Task objective
An exact copy of the data is needed, but without any of its images.
::::
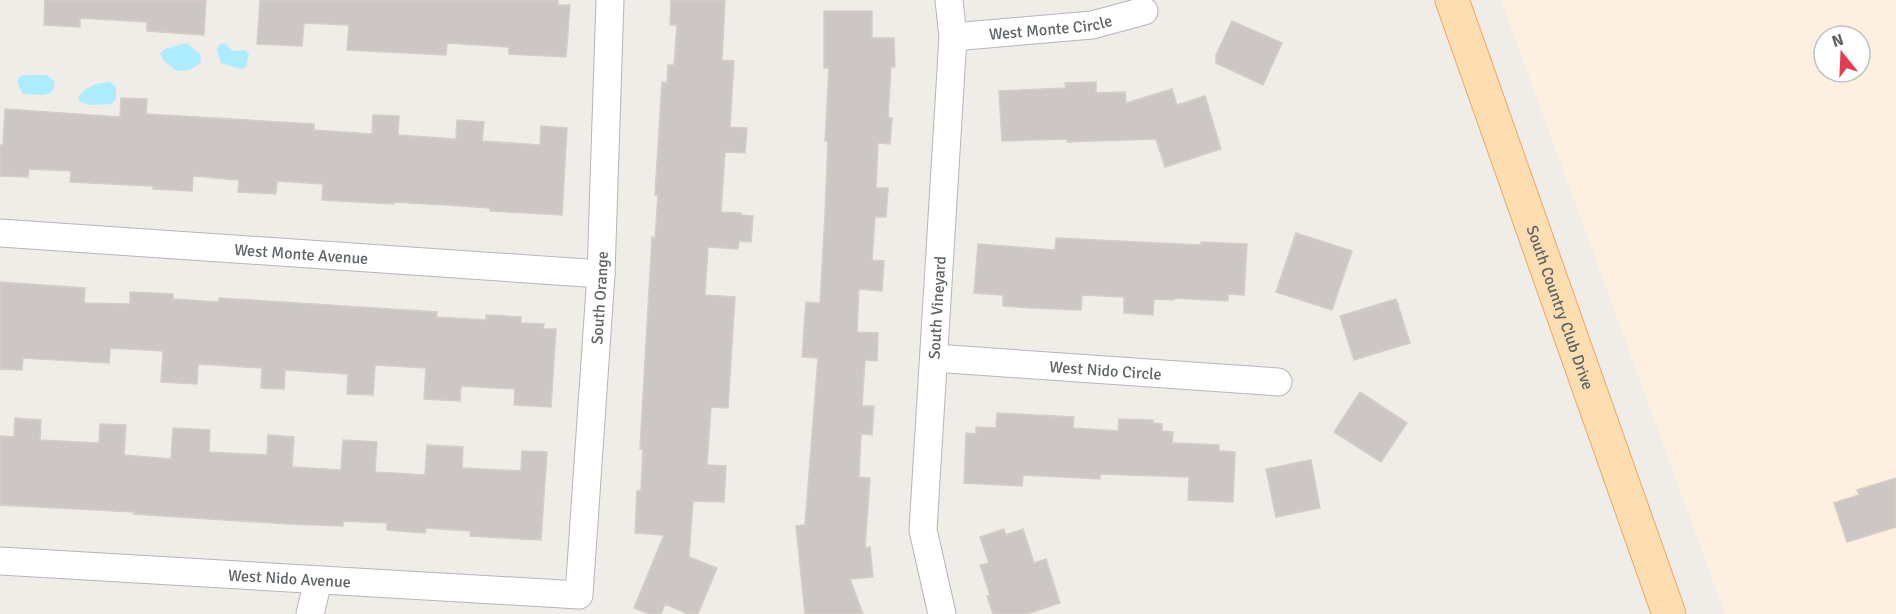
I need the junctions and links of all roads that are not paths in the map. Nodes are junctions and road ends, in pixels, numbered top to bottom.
1 (610, 0) edge
2 (949, 0) edge
3 (1452, 0) edge
4 (1144, 11) dead end
5 (953, 37) junction
6 (0, 233) edge
7 (601, 274) junction
8 (934, 358) junction
9 (1278, 382) dead end
10 (0, 561) edge
11 (318, 581) junction
12 (579, 596) joint
13 (310, 614) edge
14 (942, 614) edge
15 (1669, 614) edge

1 - 7 street, South Orange
2 - 5 street, South Vineyard
3 - 15 main road, South Country Club Drive
4 - 5 street, West Monte Circle
5 - 8 street, South Vineyard
6 - 7 street, West Monte Avenue
7 - 12 street, South Orange
8 - 9 street, West Nido Circle
8 - 14 street, South Vineyard
10 - 11 street, West Nido Avenue
11 - 12 street, West Nido Avenue
11 - 13 street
::::
Answer space
I need the junctions and links of all roads that are not paths in the map. Nodes are junctions and road ends, in pixels, numbered top to bottom.
1 (610, 0) edge
2 (949, 0) edge
3 (1452, 0) edge
4 (1144, 11) dead end
5 (953, 37) junction
6 (0, 233) edge
7 (601, 274) junction
8 (934, 358) junction
9 (1278, 382) dead end
10 (0, 561) edge
11 (318, 581) junction
12 (579, 596) joint
13 (310, 614) edge
14 (942, 614) edge
15 (1669, 614) edge

1 - 7 street, South Orange
2 - 5 street, South Vineyard
3 - 15 main road, South Country Club Drive
4 - 5 street, West Monte Circle
5 - 8 street, South Vineyard
6 - 7 street, West Monte Avenue
7 - 12 street, South Orange
8 - 9 street, West Nido Circle
8 - 14 street, South Vineyard
10 - 11 street, West Nido Avenue
11 - 12 street, West Nido Avenue
11 - 13 street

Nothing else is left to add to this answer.